THE CITY Illegal dumping has come a long way since Alice’s Restaurant, when ARLO GUTHRIE used littering as a metaphor for social protest. Now moonlight landfill-ing is a means of doing business. As the first full year of Dallas’s new program to crack down on trash rogues came to a close, the city was still home to 341 illegal dump sites, 70 percent of them in Oak Cliff. But according to dump czar GLADYS Carson of the Department of Street and Sanitation Services, 1991 figures to be a cleaner year. Six field inspectors (all hired since January of 1989) and a strengthened antidumping ordinance should make violators easier to nab. Under the new law, a person or business whose trash is spotted at an illegal site is presumed legally liable for it, which could dramatically alter dump-busting statistics. In 1989-90, field inspectors checked out 24,299 problem sites and identified 458 violators. But only 82 citations were issued. The rest were dismissed or the dumpers were allowed to clean up their mess and escape further punishment.

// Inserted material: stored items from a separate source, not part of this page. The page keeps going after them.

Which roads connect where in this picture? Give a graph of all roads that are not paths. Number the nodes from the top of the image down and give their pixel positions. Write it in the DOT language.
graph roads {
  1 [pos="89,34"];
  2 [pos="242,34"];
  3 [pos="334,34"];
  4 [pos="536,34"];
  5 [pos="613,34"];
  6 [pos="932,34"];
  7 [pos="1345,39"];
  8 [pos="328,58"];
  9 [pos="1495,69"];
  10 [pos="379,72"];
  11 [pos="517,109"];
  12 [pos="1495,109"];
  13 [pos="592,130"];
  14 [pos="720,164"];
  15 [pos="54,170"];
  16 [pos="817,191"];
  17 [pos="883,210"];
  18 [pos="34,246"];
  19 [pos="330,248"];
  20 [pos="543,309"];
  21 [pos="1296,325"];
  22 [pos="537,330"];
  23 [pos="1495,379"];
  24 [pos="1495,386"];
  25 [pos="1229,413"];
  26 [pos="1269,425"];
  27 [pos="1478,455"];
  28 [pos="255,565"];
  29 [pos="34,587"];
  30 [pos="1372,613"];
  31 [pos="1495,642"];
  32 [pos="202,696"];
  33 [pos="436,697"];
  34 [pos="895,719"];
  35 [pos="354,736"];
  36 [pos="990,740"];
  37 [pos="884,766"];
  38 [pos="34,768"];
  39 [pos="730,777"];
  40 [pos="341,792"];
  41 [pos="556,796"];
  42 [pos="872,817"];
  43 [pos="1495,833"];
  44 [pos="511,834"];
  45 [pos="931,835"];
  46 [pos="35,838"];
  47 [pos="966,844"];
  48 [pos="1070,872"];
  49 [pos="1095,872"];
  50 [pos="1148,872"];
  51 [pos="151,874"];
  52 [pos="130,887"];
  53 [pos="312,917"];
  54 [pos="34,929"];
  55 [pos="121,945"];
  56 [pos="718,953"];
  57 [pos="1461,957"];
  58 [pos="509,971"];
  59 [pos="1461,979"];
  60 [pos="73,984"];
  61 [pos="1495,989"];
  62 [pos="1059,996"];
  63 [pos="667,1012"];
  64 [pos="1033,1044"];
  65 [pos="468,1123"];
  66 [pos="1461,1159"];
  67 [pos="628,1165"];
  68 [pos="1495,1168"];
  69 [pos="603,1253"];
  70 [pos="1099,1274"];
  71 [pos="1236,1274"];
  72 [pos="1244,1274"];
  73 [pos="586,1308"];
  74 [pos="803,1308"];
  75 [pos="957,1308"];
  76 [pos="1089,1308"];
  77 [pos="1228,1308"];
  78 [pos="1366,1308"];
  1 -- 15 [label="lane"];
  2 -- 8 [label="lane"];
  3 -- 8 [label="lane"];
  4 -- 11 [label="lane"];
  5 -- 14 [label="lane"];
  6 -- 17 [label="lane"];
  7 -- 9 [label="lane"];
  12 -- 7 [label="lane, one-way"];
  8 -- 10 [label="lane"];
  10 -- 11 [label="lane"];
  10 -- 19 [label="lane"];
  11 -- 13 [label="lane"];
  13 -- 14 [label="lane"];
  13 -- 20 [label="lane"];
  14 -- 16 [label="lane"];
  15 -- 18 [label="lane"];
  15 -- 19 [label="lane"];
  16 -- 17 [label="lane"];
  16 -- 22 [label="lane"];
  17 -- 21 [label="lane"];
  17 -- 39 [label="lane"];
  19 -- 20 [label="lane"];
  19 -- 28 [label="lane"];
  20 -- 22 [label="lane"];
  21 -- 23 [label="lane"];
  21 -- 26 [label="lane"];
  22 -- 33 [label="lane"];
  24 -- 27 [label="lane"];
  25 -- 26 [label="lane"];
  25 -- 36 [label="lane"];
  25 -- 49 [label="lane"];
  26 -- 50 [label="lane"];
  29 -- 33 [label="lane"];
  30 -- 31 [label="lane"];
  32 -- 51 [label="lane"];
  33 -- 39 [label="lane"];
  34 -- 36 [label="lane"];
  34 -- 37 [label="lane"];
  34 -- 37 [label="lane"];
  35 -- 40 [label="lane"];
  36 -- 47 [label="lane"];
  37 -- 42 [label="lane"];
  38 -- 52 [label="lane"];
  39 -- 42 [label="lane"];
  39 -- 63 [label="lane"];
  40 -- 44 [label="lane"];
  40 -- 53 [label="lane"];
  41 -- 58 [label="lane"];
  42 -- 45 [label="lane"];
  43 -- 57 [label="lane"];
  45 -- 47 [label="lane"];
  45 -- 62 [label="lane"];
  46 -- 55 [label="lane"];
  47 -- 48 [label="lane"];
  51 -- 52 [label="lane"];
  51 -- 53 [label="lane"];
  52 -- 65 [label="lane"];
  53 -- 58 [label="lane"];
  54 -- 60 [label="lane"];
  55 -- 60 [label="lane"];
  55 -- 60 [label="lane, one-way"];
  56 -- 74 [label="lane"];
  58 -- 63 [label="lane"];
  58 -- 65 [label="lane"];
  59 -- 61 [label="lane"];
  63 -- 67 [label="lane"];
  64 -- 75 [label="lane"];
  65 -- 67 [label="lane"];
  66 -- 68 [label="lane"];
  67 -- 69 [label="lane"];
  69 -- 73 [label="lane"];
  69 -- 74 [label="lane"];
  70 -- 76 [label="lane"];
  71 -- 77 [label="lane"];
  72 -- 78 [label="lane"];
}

Under the new “no warning” law, renegade dumpers can be forced to clean up and pay a fine of $200 to $2,000 per day of violation. Carson hopes that the “presumption clause” creates what she calls “traceable evidence,” so that field inspectors-who sometimes use stakeouts and have been threatened with assault by trash thugs-can follow the trail of trash all the way back to its source. In many cases, that’s a used tire firm-such products are the major single component of outlaw dump sites. Carson encourages citizens to report illegal dumping not only for aesthetic and health reasons, but to reduce crime. Trash-filled lots and buildings are like billboards to the bad guys, evidence that nobody cares, literally, what’s going down.